Home » Berita » Bahas 6 Raperda Inisiatif, Dewan Bentuk 5 Pansus

Bahas 6 Raperda Inisiatif, Dewan Bentuk 5 Pansus


PALEMBANG – DPRD Sumsel membentuk 5 panitia khusus (Pansus) untuk membahas 6 usulan rancangan peraturan daerah (Raperda) inisiatif. Ke enam pansus itu dibentuk dalam rapat paripurna DPRD Sumsel.

Ke enam pansus yang dibentuk tersebut yakni Pansus I tentang Raperda Prolegda dan Raperda Kerjasama Daerah, kemudian Pansus II membahas Raperda Badan Koordinasi Penyuluh Pertanian, Perikanan dan Kehutanan.
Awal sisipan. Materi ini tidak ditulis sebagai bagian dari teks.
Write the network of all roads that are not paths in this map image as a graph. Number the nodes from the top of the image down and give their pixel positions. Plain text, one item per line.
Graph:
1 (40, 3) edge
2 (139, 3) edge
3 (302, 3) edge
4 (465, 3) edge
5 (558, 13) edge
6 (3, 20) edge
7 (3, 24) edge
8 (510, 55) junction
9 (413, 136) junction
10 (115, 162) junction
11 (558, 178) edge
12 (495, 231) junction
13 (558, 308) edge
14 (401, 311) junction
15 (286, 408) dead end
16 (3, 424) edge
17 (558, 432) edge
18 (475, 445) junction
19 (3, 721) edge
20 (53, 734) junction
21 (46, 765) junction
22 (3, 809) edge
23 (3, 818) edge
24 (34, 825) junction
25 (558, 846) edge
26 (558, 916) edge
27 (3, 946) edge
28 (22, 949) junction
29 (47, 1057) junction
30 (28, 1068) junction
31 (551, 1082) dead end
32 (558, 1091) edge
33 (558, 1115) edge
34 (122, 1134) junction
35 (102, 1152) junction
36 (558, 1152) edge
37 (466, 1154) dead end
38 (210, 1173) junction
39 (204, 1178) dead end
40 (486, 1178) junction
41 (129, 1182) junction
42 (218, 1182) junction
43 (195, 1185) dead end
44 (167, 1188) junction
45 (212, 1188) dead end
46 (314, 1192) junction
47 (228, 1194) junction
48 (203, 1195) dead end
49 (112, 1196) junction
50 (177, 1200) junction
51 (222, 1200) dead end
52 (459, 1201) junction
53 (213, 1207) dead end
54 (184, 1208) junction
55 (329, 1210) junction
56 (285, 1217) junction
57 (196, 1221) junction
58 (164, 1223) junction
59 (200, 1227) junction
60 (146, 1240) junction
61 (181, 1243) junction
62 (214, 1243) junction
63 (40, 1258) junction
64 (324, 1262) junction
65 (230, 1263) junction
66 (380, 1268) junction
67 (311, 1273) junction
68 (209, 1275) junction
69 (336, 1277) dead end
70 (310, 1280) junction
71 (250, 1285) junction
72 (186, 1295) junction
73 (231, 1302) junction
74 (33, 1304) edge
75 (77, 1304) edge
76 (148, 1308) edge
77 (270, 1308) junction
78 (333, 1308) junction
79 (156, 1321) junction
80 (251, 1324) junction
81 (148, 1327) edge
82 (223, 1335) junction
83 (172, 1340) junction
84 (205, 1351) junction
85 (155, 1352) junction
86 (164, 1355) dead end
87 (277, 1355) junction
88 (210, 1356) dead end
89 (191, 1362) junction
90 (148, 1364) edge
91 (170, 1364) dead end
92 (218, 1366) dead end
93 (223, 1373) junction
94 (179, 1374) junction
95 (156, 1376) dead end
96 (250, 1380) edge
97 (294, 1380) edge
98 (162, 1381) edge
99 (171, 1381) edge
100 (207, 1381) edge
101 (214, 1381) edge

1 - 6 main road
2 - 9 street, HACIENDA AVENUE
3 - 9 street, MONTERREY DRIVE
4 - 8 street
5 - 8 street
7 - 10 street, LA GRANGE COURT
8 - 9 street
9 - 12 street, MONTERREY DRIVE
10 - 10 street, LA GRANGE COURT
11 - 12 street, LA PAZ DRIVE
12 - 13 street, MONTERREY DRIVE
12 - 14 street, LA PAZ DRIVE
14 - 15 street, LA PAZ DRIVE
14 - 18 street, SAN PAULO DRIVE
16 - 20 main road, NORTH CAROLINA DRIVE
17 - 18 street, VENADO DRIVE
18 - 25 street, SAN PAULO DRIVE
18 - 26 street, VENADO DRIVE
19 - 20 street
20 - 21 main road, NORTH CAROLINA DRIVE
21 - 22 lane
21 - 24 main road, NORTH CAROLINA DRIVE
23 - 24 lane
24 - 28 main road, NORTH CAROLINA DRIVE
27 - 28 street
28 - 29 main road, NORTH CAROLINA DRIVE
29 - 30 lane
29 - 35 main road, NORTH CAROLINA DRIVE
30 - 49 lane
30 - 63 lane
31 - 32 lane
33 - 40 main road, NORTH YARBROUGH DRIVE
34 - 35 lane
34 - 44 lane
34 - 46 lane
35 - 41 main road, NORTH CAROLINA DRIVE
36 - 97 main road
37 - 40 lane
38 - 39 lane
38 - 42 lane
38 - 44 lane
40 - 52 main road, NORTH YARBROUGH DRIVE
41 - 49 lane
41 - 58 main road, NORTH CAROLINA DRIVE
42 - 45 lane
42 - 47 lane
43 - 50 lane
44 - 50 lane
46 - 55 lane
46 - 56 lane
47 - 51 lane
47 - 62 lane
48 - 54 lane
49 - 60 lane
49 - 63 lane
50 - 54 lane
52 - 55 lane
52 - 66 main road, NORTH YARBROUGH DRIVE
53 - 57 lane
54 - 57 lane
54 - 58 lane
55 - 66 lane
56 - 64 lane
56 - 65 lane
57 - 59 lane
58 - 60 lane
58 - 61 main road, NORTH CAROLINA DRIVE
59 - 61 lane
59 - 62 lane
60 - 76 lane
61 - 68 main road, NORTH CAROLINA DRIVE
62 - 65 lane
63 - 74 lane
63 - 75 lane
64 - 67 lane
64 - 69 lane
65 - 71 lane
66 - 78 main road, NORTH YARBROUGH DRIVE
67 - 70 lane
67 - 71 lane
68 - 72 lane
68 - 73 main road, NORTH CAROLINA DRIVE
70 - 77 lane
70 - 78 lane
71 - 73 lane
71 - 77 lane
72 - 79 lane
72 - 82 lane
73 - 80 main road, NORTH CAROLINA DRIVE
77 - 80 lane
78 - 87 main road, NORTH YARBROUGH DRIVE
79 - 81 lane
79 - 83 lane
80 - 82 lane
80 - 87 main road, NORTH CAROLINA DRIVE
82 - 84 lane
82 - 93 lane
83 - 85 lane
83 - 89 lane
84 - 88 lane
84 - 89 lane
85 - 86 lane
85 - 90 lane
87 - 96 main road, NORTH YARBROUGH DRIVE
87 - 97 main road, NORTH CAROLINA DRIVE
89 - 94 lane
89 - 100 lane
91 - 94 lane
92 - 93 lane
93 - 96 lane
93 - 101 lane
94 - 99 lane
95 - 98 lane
Sementara Pansus III membahas Raperda tentang Penanaman Modal Daerah, Pansus IV membahas tentang Raperda Kegiatan Usaha Pertambangan, Mineral dan Batubara di Provinsi Sumsel, terakhir Pansus V membahas Raperda Penyelenggaraan Olahraga Pendidikan.

Wakil Ketua Badan Legislasi (Baleg) DPRD Sumsel, Yuswar Hidayatullah yang dibincangi usai rapat paripurna DPRD Sumsel menerangkan, ke lima pansus itu dibentuk untuk membahas 6 raperda inisiatif secara terperinci atau dengan kata lain secara pasal per pasal.

“Pansus ini bekerja mulai hari ini, sampai 22 Februari. Hasil dari kerja pansus itu, akan dilaporkan di paripurna kemudian ditetapkan menjadi Perda,” jelas Yuswar.

Yuswar menjelaskan, untuk Pansus I diketuai Abadi B Darmo, Pansus II Budiarto Marsul, Pansus III Hasbullah Akib, Pansus IV Iskandar Syamuel, dan Pansus V diketuai Bihaqie Soefyan.

Sementara itu, dalam rapat paripurna kemarin dengan agenda tanggapan atau jawaban dari Banleg DPRD Sumsel terhadap pendapat Gubernur Sumsel, Alex Noerdin terhadap 6 raperda inisiatif menerangkan Raperda tentang Penyelenggaraan Olahraga Pendidikan diharapkan nanti menjadi regulasi untuk mengatur, membina, mengembangkan, melaksanakan dan mengawasi penyelenggaraan keolahragaan khususnya pendidikan olahraga di Sumsel.

“Sedangkan Raperda tentang Penaman Modal Daerah tujuannya, sebagai regulasi untuk memberikan kepastian hukum kepada investor yang akan melakukan investasi di Sumsel,” terang Ketua Banleg DPRD Sumsel, Ahmad Yani.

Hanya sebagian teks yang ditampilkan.